== The data

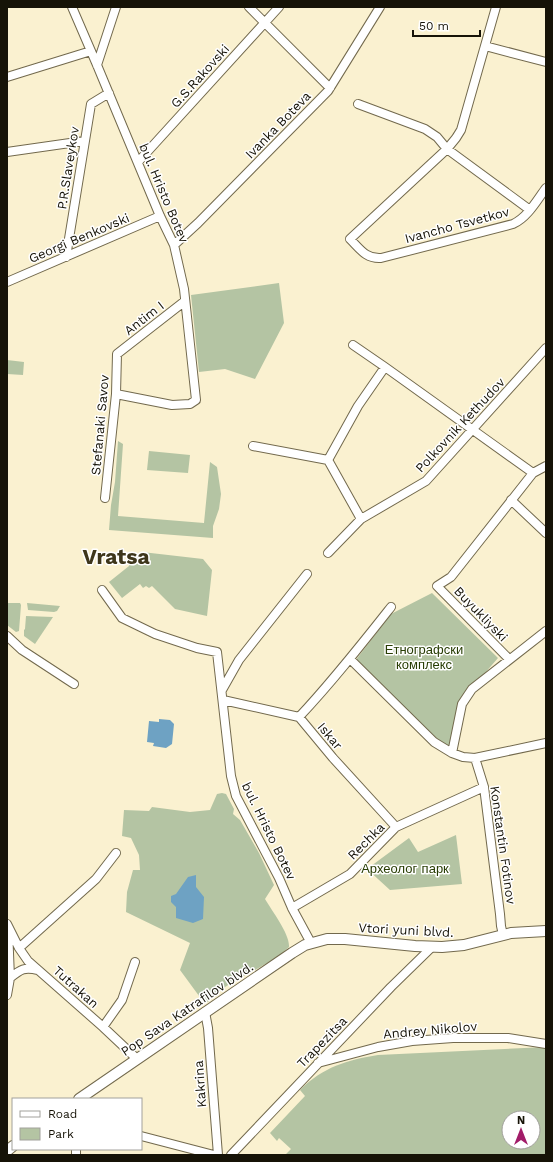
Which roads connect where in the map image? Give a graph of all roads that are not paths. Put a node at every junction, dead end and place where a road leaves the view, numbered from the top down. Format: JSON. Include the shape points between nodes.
{"nodes":[{"id":1,"x":72,"y":7,"type":"edge"},
{"id":2,"x":116,"y":7,"type":"edge"},
{"id":3,"x":248,"y":7,"type":"edge"},
{"id":4,"x":279,"y":7,"type":"edge"},
{"id":5,"x":380,"y":7,"type":"edge"},
{"id":6,"x":496,"y":7,"type":"edge"},
{"id":7,"x":265,"y":22,"type":"junction"},
{"id":8,"x":485,"y":46,"type":"junction"},
{"id":9,"x":91,"y":51,"type":"junction"},
{"id":10,"x":546,"y":62,"type":"edge"},
{"id":11,"x":97,"y":64,"type":"junction"},
{"id":12,"x":7,"y":77,"type":"edge"},
{"id":13,"x":330,"y":88,"type":"junction"},
{"id":14,"x":109,"y":93,"type":"junction"},
{"id":15,"x":358,"y":104,"type":"dead end"},
{"id":16,"x":84,"y":141,"type":"junction"},
{"id":17,"x":447,"y":149,"type":"junction"},
{"id":18,"x":7,"y":152,"type":"edge"},
{"id":19,"x":138,"y":162,"type":"junction"},
{"id":20,"x":546,"y":188,"type":"edge"},
{"id":21,"x":530,"y":210,"type":"junction"},
{"id":22,"x":160,"y":216,"type":"junction"},
{"id":23,"x":174,"y":245,"type":"junction"},
{"id":24,"x":66,"y":257,"type":"junction"},
{"id":25,"x":7,"y":282,"type":"edge"},
{"id":26,"x":185,"y":301,"type":"junction"},
{"id":27,"x":353,"y":346,"type":"dead end"},
{"id":28,"x":546,"y":348,"type":"edge"},
{"id":29,"x":117,"y":354,"type":"joint"},
{"id":30,"x":385,"y":367,"type":"junction"},
{"id":31,"x":116,"y":394,"type":"junction"},
{"id":32,"x":472,"y":429,"type":"junction"},
{"id":33,"x":253,"y":446,"type":"dead end"},
{"id":34,"x":328,"y":460,"type":"junction"},
{"id":35,"x":546,"y":466,"type":"edge"},
{"id":36,"x":533,"y":473,"type":"junction"},
{"id":37,"x":105,"y":498,"type":"dead end"},
{"id":38,"x":511,"y":500,"type":"junction"},
{"id":39,"x":361,"y":519,"type":"junction"},
{"id":40,"x":546,"y":533,"type":"edge"},
{"id":41,"x":328,"y":553,"type":"dead end"},
{"id":42,"x":307,"y":574,"type":"dead end"},
{"id":43,"x":102,"y":590,"type":"dead end"},
{"id":44,"x":391,"y":607,"type":"dead end"},
{"id":45,"x":546,"y":630,"type":"edge"},
{"id":46,"x":7,"y":636,"type":"edge"},
{"id":47,"x":7,"y":644,"type":"edge"},
{"id":48,"x":18,"y":646,"type":"junction"},
{"id":49,"x":350,"y":659,"type":"junction"},
{"id":50,"x":509,"y":659,"type":"junction"},
{"id":51,"x":74,"y":684,"type":"dead end"},
{"id":52,"x":222,"y":690,"type":"junction"},
{"id":53,"x":223,"y":700,"type":"junction"},
{"id":54,"x":299,"y":717,"type":"junction"},
{"id":55,"x":546,"y":743,"type":"edge"},
{"id":56,"x":452,"y":753,"type":"junction"},
{"id":57,"x":476,"y":758,"type":"junction"},
{"id":58,"x":484,"y":787,"type":"junction"},
{"id":59,"x":396,"y":827,"type":"junction"},
{"id":60,"x":116,"y":852,"type":"dead end"},
{"id":61,"x":292,"y":908,"type":"junction"},
{"id":62,"x":7,"y":924,"type":"edge"},
{"id":63,"x":546,"y":931,"type":"edge"},
{"id":64,"x":503,"y":935,"type":"junction"},
{"id":65,"x":311,"y":943,"type":"junction"},
{"id":66,"x":432,"y":946,"type":"junction"},
{"id":67,"x":19,"y":948,"type":"junction"},
{"id":68,"x":135,"y":962,"type":"dead end"},
{"id":69,"x":39,"y":970,"type":"junction"},
{"id":70,"x":10,"y":978,"type":"junction"},
{"id":71,"x":7,"y":995,"type":"edge"},
{"id":72,"x":205,"y":1012,"type":"junction"},
{"id":73,"x":103,"y":1027,"type":"junction"},
{"id":74,"x":546,"y":1044,"type":"edge"},
{"id":75,"x":137,"y":1059,"type":"junction"},
{"id":76,"x":318,"y":1063,"type":"junction"},
{"id":77,"x":80,"y":1098,"type":"edge"},
{"id":78,"x":142,"y":1136,"type":"edge"},
{"id":79,"x":214,"y":1155,"type":"edge"},
{"id":80,"x":218,"y":1155,"type":"edge"},
{"id":81,"x":231,"y":1155,"type":"edge"}],
"edges":[{"from":1,"to":9,"type":"street","name":"bul. Hristo Botev"},
{"from":2,"to":11,"type":"street"},
{"from":3,"to":7,"type":"street"},
{"from":4,"to":7,"type":"street","name":"G.S.Rakovski"},
{"from":5,"to":13,"type":"street","name":"Ivanka Boteva"},
{"from":6,"to":8,"type":"street"},
{"from":7,"to":13,"type":"street"},
{"from":7,"to":19,"type":"street","name":"G.S.Rakovski"},
{"from":8,"to":10,"type":"street"},
{"from":8,"to":17,"type":"street","via":[[461,130]]},
{"from":9,"to":11,"type":"street","name":"bul. Hristo Botev"},
{"from":9,"to":12,"type":"street"},
{"from":11,"to":14,"type":"street","name":"bul. Hristo Botev"},
{"from":13,"to":23,"type":"street","name":"Ivanka Boteva"},
{"from":14,"to":16,"type":"street","name":"P.R.Slaveykov","via":[[91,104]]},
{"from":14,"to":19,"type":"street","name":"bul. Hristo Botev"},
{"from":15,"to":17,"type":"street","via":[[425,128]]},
{"from":16,"to":18,"type":"street"},
{"from":16,"to":24,"type":"street","name":"P.R.Slaveykov"},
{"from":17,"to":21,"type":"street"},
{"from":17,"to":21,"type":"street","name":"Ivancho Tsvetkov","via":[[350,240],[368,256],[381,258],[513,224],[525,217]]},
{"from":19,"to":22,"type":"street","name":"bul. Hristo Botev"},
{"from":20,"to":21,"type":"street","name":"Ivancho Tsvetkov"},
{"from":22,"to":23,"type":"street","name":"bul. Hristo Botev"},
{"from":22,"to":24,"type":"street","name":"Georgi Benkovski"},
{"from":23,"to":26,"type":"street","name":"bul. Hristo Botev"},
{"from":24,"to":25,"type":"street","name":"Georgi Benkovski"},
{"from":26,"to":29,"type":"street","name":"Antim I"},
{"from":26,"to":31,"type":"street","name":"bul. Hristo Botev","via":[[196,400],[190,404],[172,405]]},
{"from":27,"to":30,"type":"street"},
{"from":28,"to":32,"type":"street","name":"Polkovnik Kethudov"},
{"from":29,"to":31,"type":"street","name":"Stefanaki Savov"},
{"from":30,"to":32,"type":"street"},
{"from":30,"to":34,"type":"street","via":[[358,406]]},
{"from":31,"to":37,"type":"street","name":"Stefanaki Savov"},
{"from":32,"to":36,"type":"street"},
{"from":32,"to":39,"type":"street","name":"Polkovnik Kethudov","via":[[426,481]]},
{"from":33,"to":34,"type":"street"},
{"from":34,"to":39,"type":"street"},
{"from":35,"to":36,"type":"street"},
{"from":36,"to":38,"type":"street"},
{"from":38,"to":40,"type":"street"},
{"from":38,"to":50,"type":"street","name":"Buyukliyski","via":[[451,576],[437,586]]},
{"from":39,"to":41,"type":"street","name":"Polkovnik Kethudov"},
{"from":42,"to":52,"type":"street","via":[[239,660]]},
{"from":43,"to":52,"type":"street","name":"bul. Hristo Botev","via":[[122,618],[155,634],[217,652]]},
{"from":44,"to":49,"type":"street"},
{"from":45,"to":50,"type":"street"},
{"from":46,"to":48,"type":"street"},
{"from":47,"to":48,"type":"street"},
{"from":48,"to":51,"type":"street"},
{"from":49,"to":54,"type":"street"},
{"from":49,"to":56,"type":"street","via":[[434,742]]},
{"from":50,"to":56,"type":"street","via":[[472,688],[462,704]]},
{"from":52,"to":53,"type":"street","name":"bul. Hristo Botev"},
{"from":53,"to":54,"type":"street"},
{"from":53,"to":61,"type":"street","name":"bul. Hristo Botev","via":[[231,776],[236,796]]},
{"from":54,"to":59,"type":"street","name":"Iskar"},
{"from":55,"to":57,"type":"street"},
{"from":56,"to":57,"type":"street","via":[[463,758]]},
{"from":57,"to":58,"type":"street","name":"Konstantin Fotinov"},
{"from":58,"to":59,"type":"street","name":"Rechka"},
{"from":58,"to":64,"type":"street","name":"Konstantin Fotinov"},
{"from":59,"to":61,"type":"street","name":"Rechka","via":[[350,874]]},
{"from":60,"to":67,"type":"street","via":[[96,879]]},
{"from":61,"to":65,"type":"street","name":"bul. Hristo Botev"},
{"from":62,"to":67,"type":"street","name":"Tutrakan"},
{"from":62,"to":70,"type":"street"},
{"from":63,"to":64,"type":"street","name":"Vtori yuni blvd."},
{"from":64,"to":66,"type":"street","name":"Vtori yuni blvd.","via":[[464,945]]},
{"from":65,"to":66,"type":"street","name":"Vtori yuni blvd.","via":[[345,939]]},
{"from":65,"to":72,"type":"street","name":"Pop Sava Katrafilov blvd."},
{"from":66,"to":76,"type":"street","name":"Trapezitsa"},
{"from":67,"to":69,"type":"street","name":"Tutrakan","via":[[28,961]]},
{"from":68,"to":73,"type":"street","via":[[122,1000]]},
{"from":69,"to":70,"type":"street","via":[[28,968],[18,971]]},
{"from":69,"to":73,"type":"street","name":"Tutrakan"},
{"from":70,"to":71,"type":"street"},
{"from":72,"to":75,"type":"street","name":"Pop Sava Katrafilov blvd."},
{"from":72,"to":80,"type":"street","name":"Kakrina"},
{"from":73,"to":75,"type":"street","name":"Tutrakan"},
{"from":74,"to":76,"type":"street","name":"Andrey Nikolov","via":[[508,1038],[412,1041]]},
{"from":75,"to":77,"type":"street","name":"Pop Sava Katrafilov blvd."},
{"from":76,"to":81,"type":"street","name":"Trapezitsa"},
{"from":78,"to":79,"type":"street"}]}
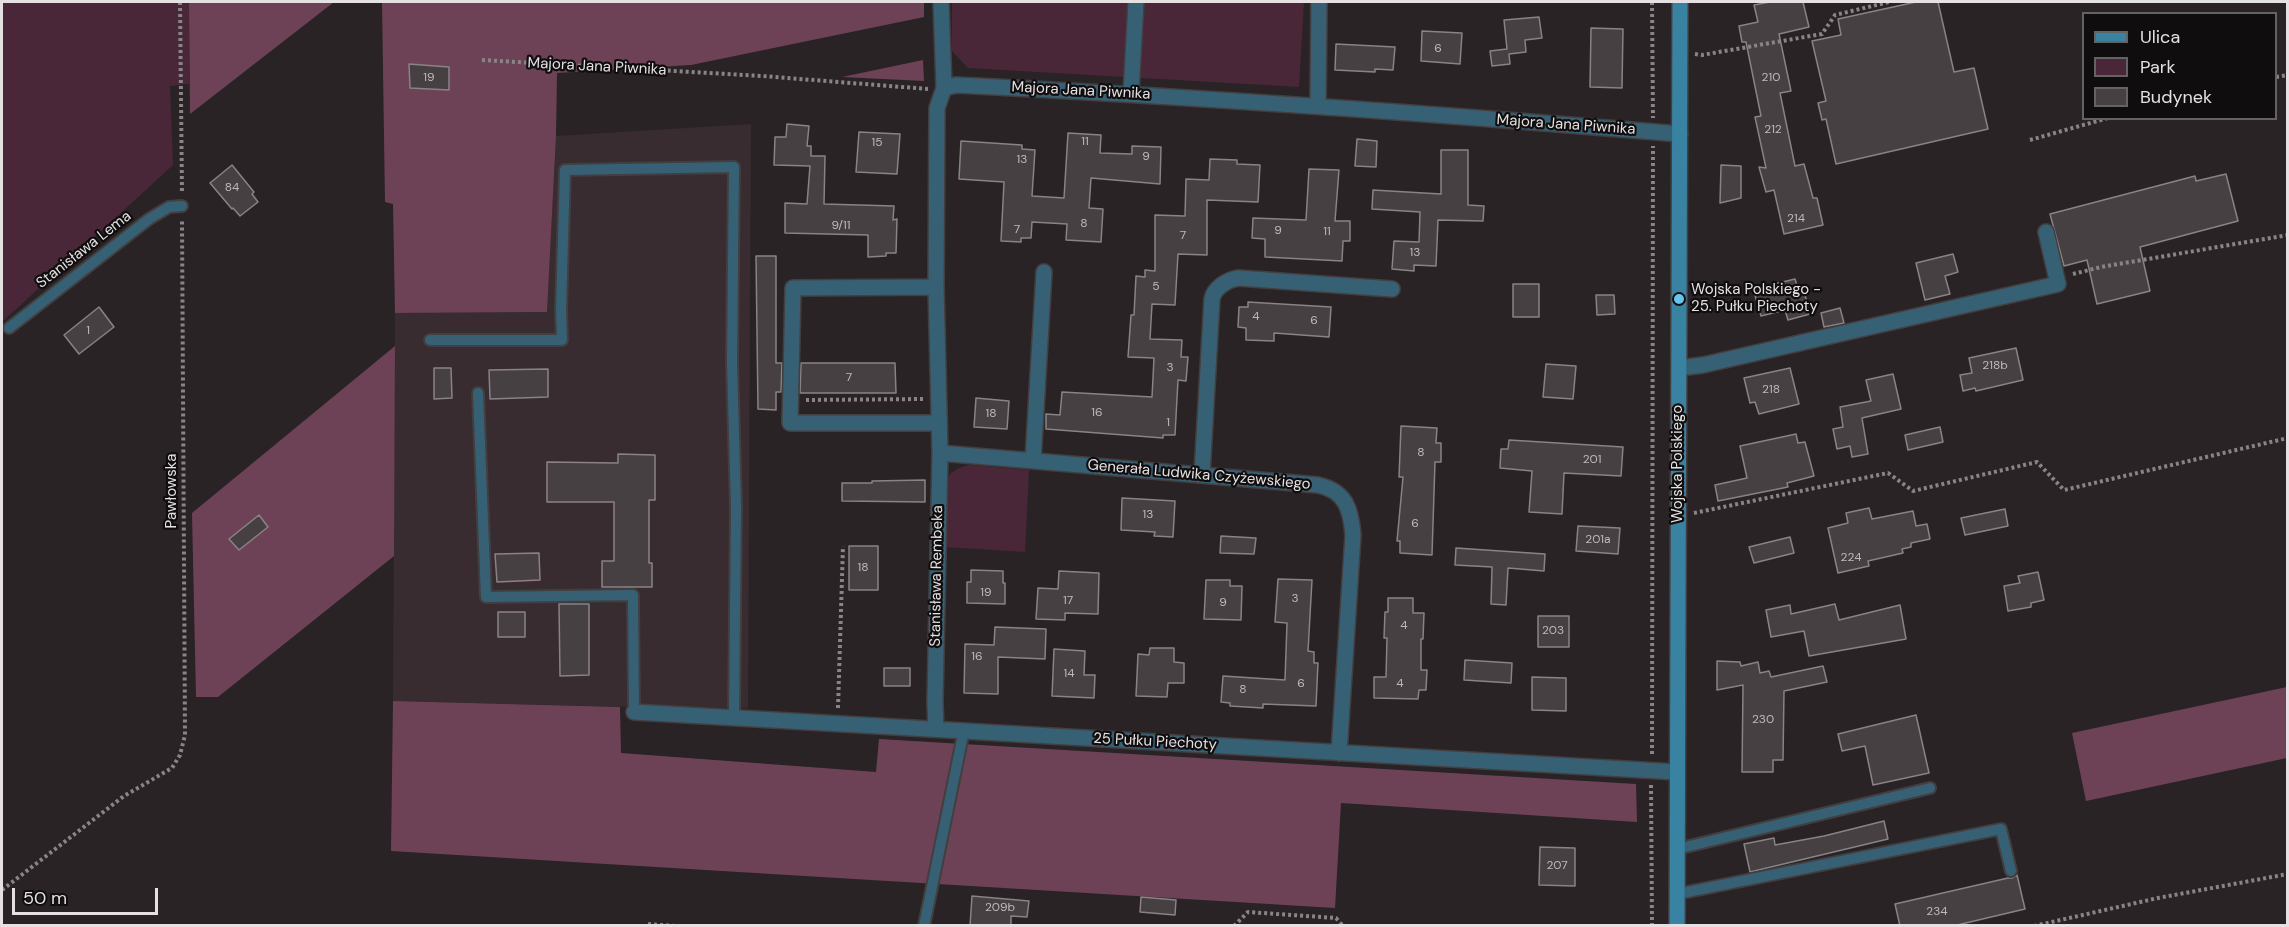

====

▶ [Try it]: Check each line of the material for the string "Ivancho" and state how many lines contain it, with only the number as the answer.

▶ [Response area]: 2